Encontro em dia de vento e chuva so pode ser especial.



Quando vem os ventos e as chuvas nessa terra gelada  e como se alguma forca superior estivesse testando a capacidade de existência desse povo branco e cansado de correr atras de dinheiro.
Nesses tempos, todos fecham a cara posicionam a cabeça como um cavalo contrariado pelas redeas e vão em frente sem ver ninguém por que a maquina tem que continuar, e quem para cae, como dizem aqui.
Mais não pense que todos por aqui são assim, as vezes encontramos alguns que fazem parte da resistência e então esses encontros se tornam uma experiência unica. 
Ontem foi um desses dias, sentada na minha bicicleta de dobrar com minhas bolsas, luzes acesas por que as 17.30 min ja esta escuro como um breu, luvas,botas casaco que parecia mais um monstro que me devorava. Ai fui eu direção estação central, duas pedaladas pra frente e  o vento te jogava pra la e pra ca como se meu corpo fosse um brinquedo que não podia resistir a sua forca.

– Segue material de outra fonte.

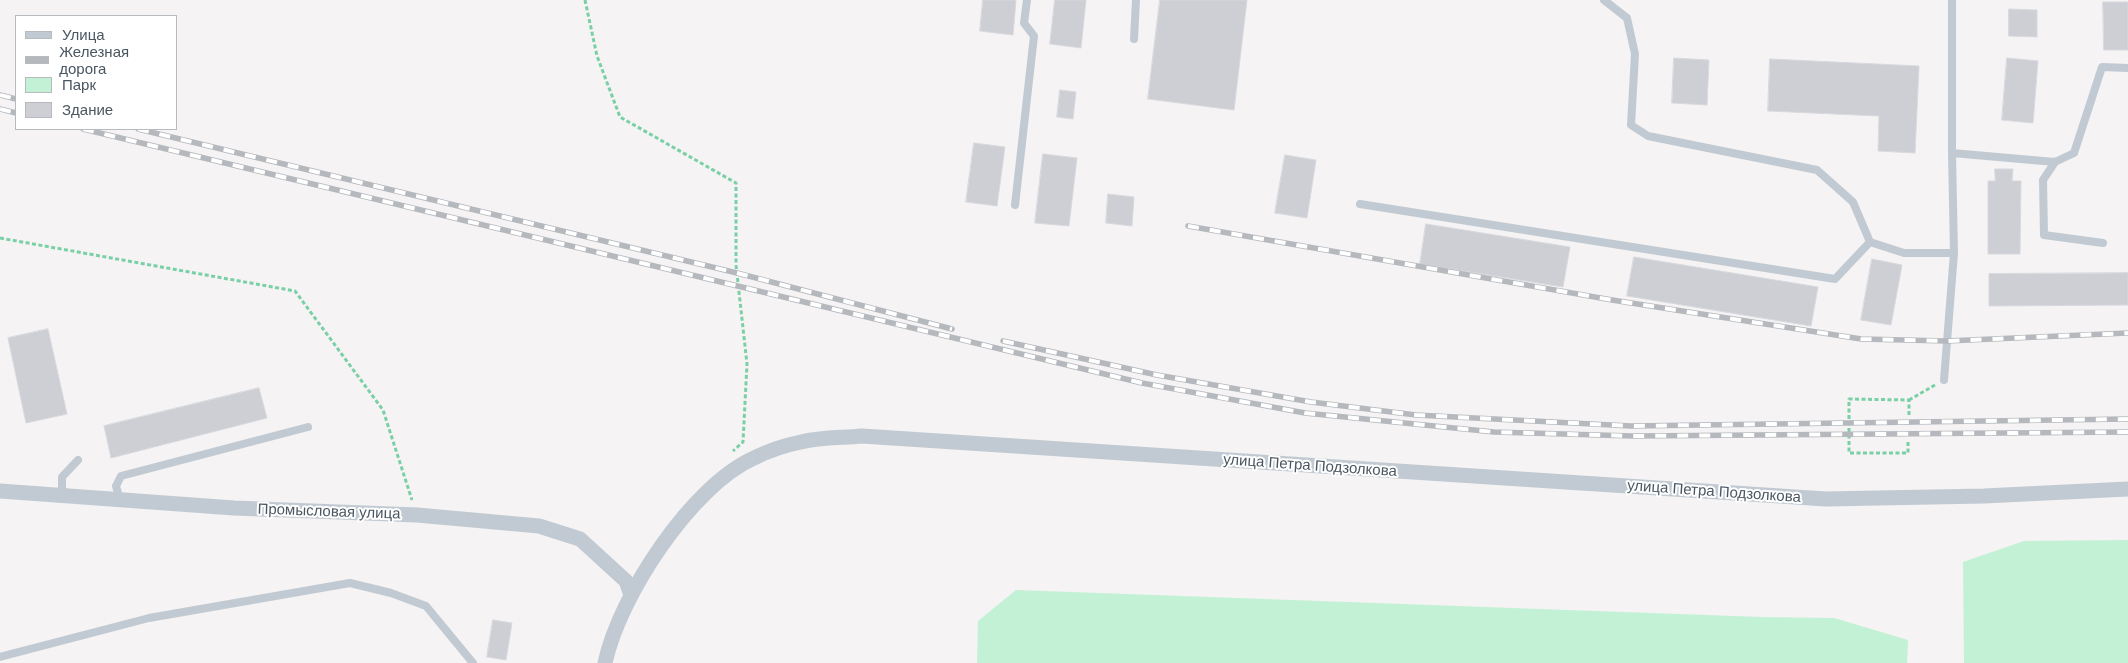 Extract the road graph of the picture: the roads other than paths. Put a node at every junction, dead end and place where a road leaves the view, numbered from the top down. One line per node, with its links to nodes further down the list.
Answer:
1 (1027, 0): 10 (lane)
2 (1136, 0): 5 (lane)
3 (1604, 0): 11 (lane)
4 (1952, 0): 7 (lane)
5 (1134, 39)
6 (2128, 68): 8 (lane)
7 (1952, 153): 8 (lane); 13 (lane)
8 (2055, 162): 12 (lane)
9 (1360, 204): 11 (lane)
10 (1015, 205)
11 (1870, 242): 13 (lane)
12 (2103, 243)
13 (1954, 253): 14 (lane)
14 (1944, 380)
15 (308, 427): 20 (lane)
16 (78, 460): 19 (lane)
17 (2128, 489): 21 (street, улица Петра Подзолкова)
18 (0, 491): 19 (street, Промысловая улица)
19 (62, 496): 20 (street, Промысловая улица)
20 (120, 500): 21 (street, Промысловая улица)
21 (631, 595): 24 (street, улица Петра Подзолкова)
22 (0, 657): 23 (lane)
23 (473, 663)
24 (605, 663) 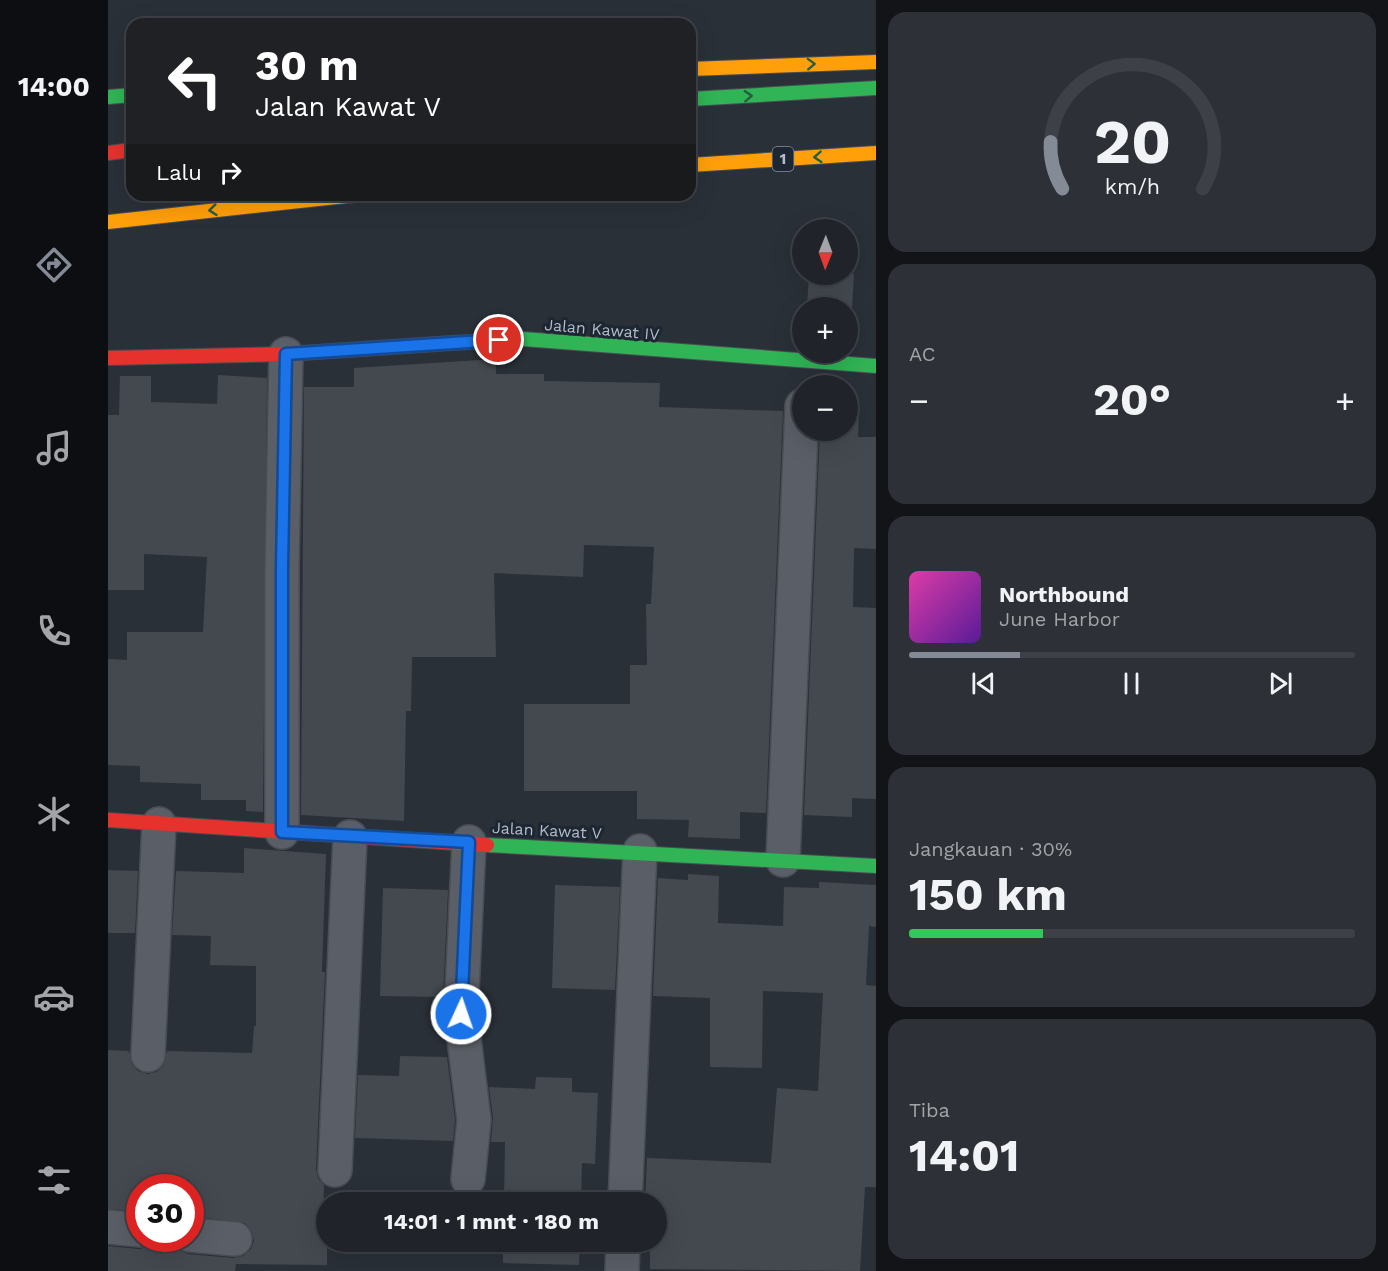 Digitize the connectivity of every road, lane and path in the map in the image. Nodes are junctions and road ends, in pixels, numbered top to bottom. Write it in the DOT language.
graph roads {
  1 [pos="876,62"];
  2 [pos="696,69"];
  3 [pos="876,88"];
  4 [pos="126,96"];
  5 [pos="108,97"];
  6 [pos="696,99"];
  7 [pos="126,151"];
  8 [pos="108,153"];
  9 [pos="876,153"];
  10 [pos="696,165"];
  11 [pos="300,201"];
  12 [pos="108,222"];
  13 [pos="286,354"];
  14 [pos="108,358"];
  15 [pos="876,366"];
  16 [pos="804,373"];
  17 [pos="801,441"];
  18 [pos="108,820"];
  19 [pos="159,824"];
  20 [pos="282,832"];
  21 [pos="350,837"];
  22 [pos="469,842"];
  23 [pos="640,851"];
  24 [pos="783,860"];
  25 [pos="876,866"];
  26 [pos="148,1055"];
  27 [pos="335,1170"];
  28 [pos="468,1179"];
  29 [pos="625,1192"];
  30 [pos="108,1227"];
  31 [pos="126,1229"];
  32 [pos="204,1236"];
  33 [pos="235,1239"];
  34 [pos="623,1252"];
  35 [pos="622,1271"];
  2 -- 1 [label="main road, one-way"];
  6 -- 3 [label="main road, one-way"];
  4 -- 5 [label="main road"];
  7 -- 8 [label="main road"];
  9 -- 10 [label="main road, 1, one-way"];
  11 -- 12 [label="main road, one-way"];
  13 -- 14 [label="main road, Jalan Kawat IV"];
  13 -- 16 [label="main road, Jalan Kawat IV"];
  13 -- 20 [label="street"];
  15 -- 16 [label="main road, Jalan Kawat IV"];
  17 -- 24 [label="street"];
  18 -- 19 [label="main road, Jalan Kawat V"];
  19 -- 20 [label="main road, Jalan Kawat V"];
  19 -- 26 [label="street"];
  20 -- 21 [label="main road, Jalan Kawat V"];
  21 -- 22 [label="main road, Jalan Kawat V"];
  21 -- 27 [label="street"];
  22 -- 23 [label="main road, Jalan Kawat V"];
  22 -- 28 [label="street"];
  23 -- 24 [label="main road, Jalan Kawat V"];
  23 -- 29 [label="street"];
  24 -- 25 [label="main road, Jalan Kawat V"];
  30 -- 31 [label="street"];
  32 -- 33 [label="street"];
  34 -- 35 [label="street"];
}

Quase la, pensava seriamente em desistir, mais o vento te ensina a ter brios e continuei. Na estação todos estavam calados como que fazendo silencio para ouvir a sinfonia com dois instrumentos, vento e chuva. O trein parou como uma entidade que salvaria a todos daquele sofrimento. Todos correndo em direção as portas abertas como numa prova de atletismo e rapidamente como na dança das cadeiras procuram um lugar  para sentar-se e refazer-se do inferno gelado pelo o qual acabavam de passar.  
Ai no vagão das bicicletas  quase vazio, entrei e vi um bicicleta fora do lugar, estacionei a minha e me sentei, a minha frente um grande casaco verde e molhado que cobria um senhor que com uma mão meio tremula segurava a bicicleta que não estava no seu lugar, a cabeça  que olhava para fora se voltou para mim com aqueles dois olhos que quase pareciam não pertencer aquele corpo ja tão usado. Gotas de agua ainda andavam do topo daquele corpo  sem cabelos e passavam por seu nariz indo se alojar na gola verde e dura daquele casaco caro.Num gesto chimpanzé este senhor de idade avançada me diz que fazia muito frio. A maneira que gesticulava cheguei a pensar que ele não falava, mais na verdade ele estava pensando que eu não poderia entende-lo se falasse, como se deve. Lhe respondi com uma risada debochada  onde rimos juntos da gafe cultural. Quando aquela boca estranha começou a falar comigo, entendi que fazíamos parte de um mesmo grupo, seu assento mais nortenho deixava saber que ele vinha dai de mais acima das terras geladas. Jean estava visitando uma amiga que havia quebrado a perna e estava internada no hospital da minha cidade. Jean: “ voce não acha que o amor e lindo, ele faz um homen na minha idade com essa tempestade vir visitar uma bela dama com a perna quebrada?”. Sorri meio que para esconder o que pensava, e a conversa continuou com a autobiografia falada desse velho senhor estranho.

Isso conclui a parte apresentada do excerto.